The Herald should be applauded for its coverage of the difficulty Brown's under-appreciated library shelvers have had getting adequate compensation for their work-related injuries ("Library shelvers suffer from repetitive stress injuries," Oct. 24). Having worked part time this past summer as a student shelving assistant, I can testify to the strenuousness of the job and the professionalism of the library shelvers.
Shelving books may seem like an easy job, but hours and hours of repeating the same simple movements can create real wear on the body, and the monotony of the work can leave you feeling mentally fried. If the soles of your shoes are wearing thin (as mine were), or if you're not careful about how you move your body, you end up sore at the end of just a single day of work.
All the little exceptions to the rules - say, every once and a while you forget to take a break, or you bend down to shelve a book instead of squatting down - begin to add up. Though I am a healthy young person, I found myself experiencing mild foot and lower back pain after half a summer of 20- to 30-hour weeks at the job. I can only imagine the toll that decades of full-time shelving work must take on a body twice as old as mine.

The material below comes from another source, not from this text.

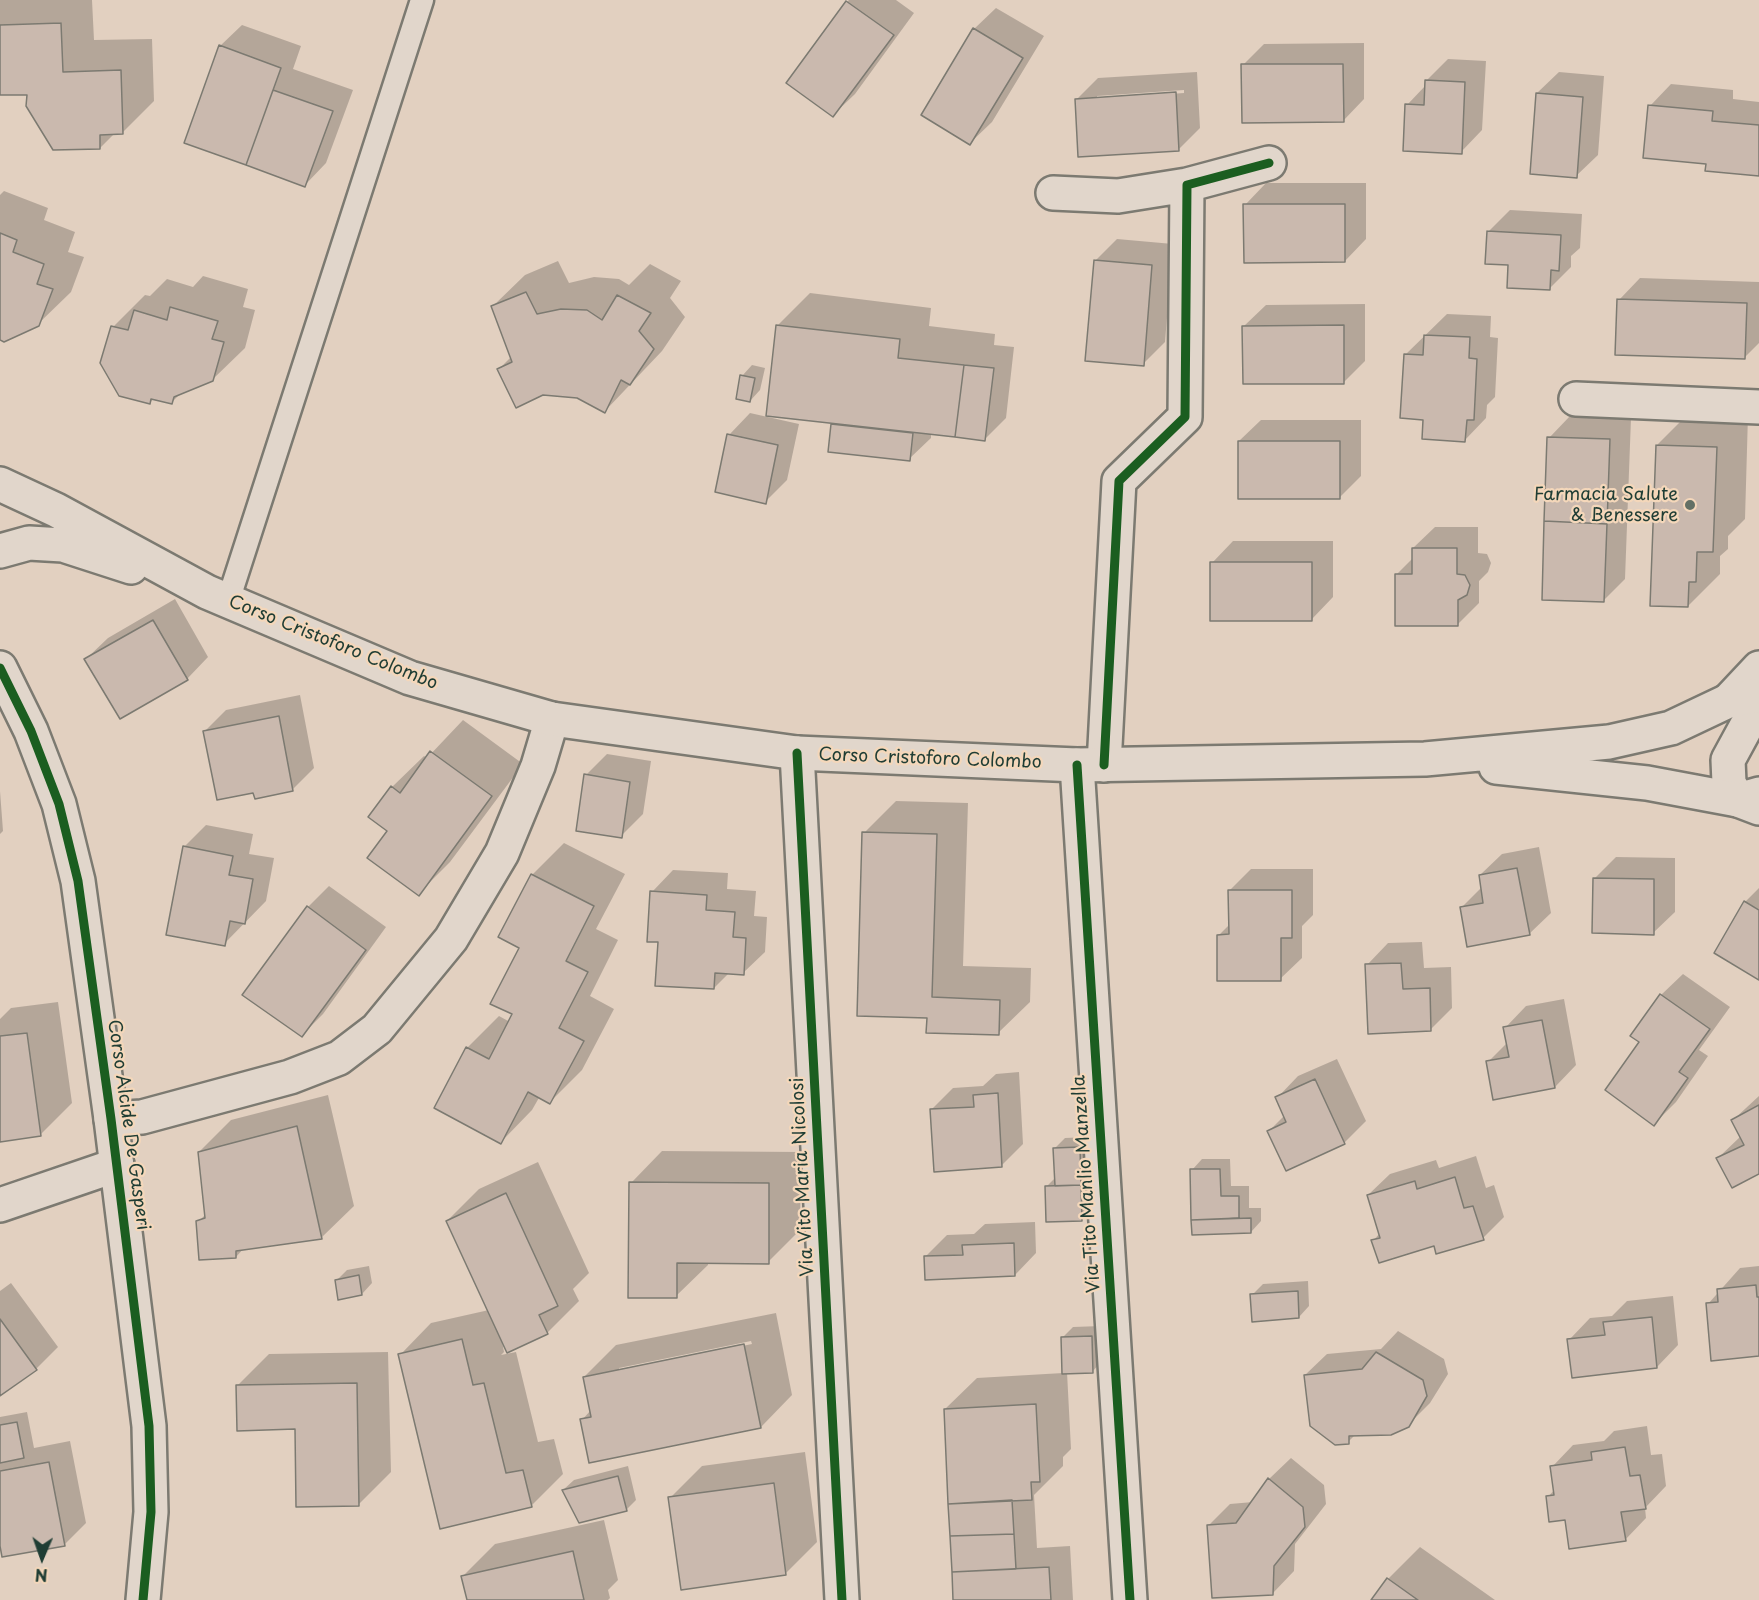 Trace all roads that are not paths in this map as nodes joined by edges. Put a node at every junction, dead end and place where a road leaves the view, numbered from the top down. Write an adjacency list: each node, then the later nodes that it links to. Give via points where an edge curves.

It must be added to The Herald's coverage of the shelving staff's injuries that the library shelvers are not just suffering bodies, but dynamic individuals who manage to stay upbeat despite their less than ideal working conditions. The shelving staff is a vibrant and friendly bunch who made me, a temporary worker, feel at home even in the windowless basement of the Rock.
Their personalities make an otherwise dreary and monotonous job enjoyable at a human level. They are also very professional. They taught me how to do my job and gave me tasks without ever being bossy, unctuous or otherwise compromising the comfortable workplace rapport. Most importantly, they did not just look after the quality of my work, but also after my physical welfare, making sure that I knew how to shelve books without hurting myself and that I took adequate breaks.
After all the concern that the library shelvers showed me, I cannot believe that the reason library shelvers are incurring injuries is that they are not applying the safety techniques taught in training workshops, as Head of Preservation Eric Shoaf suggested to The Herald.
Shoaf's remarks, as well as those of Director of Environmental Health and Safety Stephen Morin, whom The Herald paraphrased as saying that that "shelving is not an area that jumps out as having a high occurrence of injuries," seem to intentionally downplay the health risks of being a long-term library shelver.
The University's position seems to be that the shelvers' injuries are not inevitable results of their job for which the University must take responsibility, but rather are the shelvers' own faults. This attitude is symptomatic of a broader devaluing of physical labor in today's economy, a trend that is all the more pronounced at institutions of higher learning, which valorize and reward intellectual and clerical labor over physical labor.
The truth is this: Repetitive physical labor, even labor as seemingly low-intensity as shelving books, breaks the body down, and the people who make their living through such work must be fully compensated for the physical deterioration they will inevitably incur as part of their job.
To say that there are health "risks" associated with a career as a library shelver is misleading. It is almost certain that working in shelving for years will result, if not in a dramatic physical injury, than in generally accelerated physical strain. Shelving may not be as immediately dangerous as other forms of manual labor, and shelving-related injuries may be less dramatic than life-threatening construction accidents, but the certainty of long-term physical damage is no less real.
Brown can make changes both large and small to treat its shelvers more fairly. Starting small, the library should stop putting books on the bottom shelf of the stacks in the library, which involve the most strain on shelvers' backs and knees to reach. This has already been done in some sections of the library and should continue to be implemented throughout the library as overstocked stacks are reorganized.
The library should also increase pay for student shelving assistants to better reflect the physically demanding nature of their work relative to other student jobs. Student shelvers currently make a quarter less per hour than students working in the book bindery, for example.
Ultimately, however, Brown has to be more responsive to the needs of its employees and the judgments of employees' doctors pertaining to work-related injuries. It is disgraceful that Brown employees should have to resort to lawsuits to claim fair compensation for their hard work. The Herald must continue its critical coverage of the University's labor practices.
Finally, Brown students and alumni should support University workers' efforts for fair compensation and safe labor practices. After all, student tuition and alumni donations contribute to the salaries of the University's physical workers. If we alumni and students are not a part of the solution, then we are part of the problem.
Former Herald Opinions Editor Patrick Harrison '08 misses the shelf life.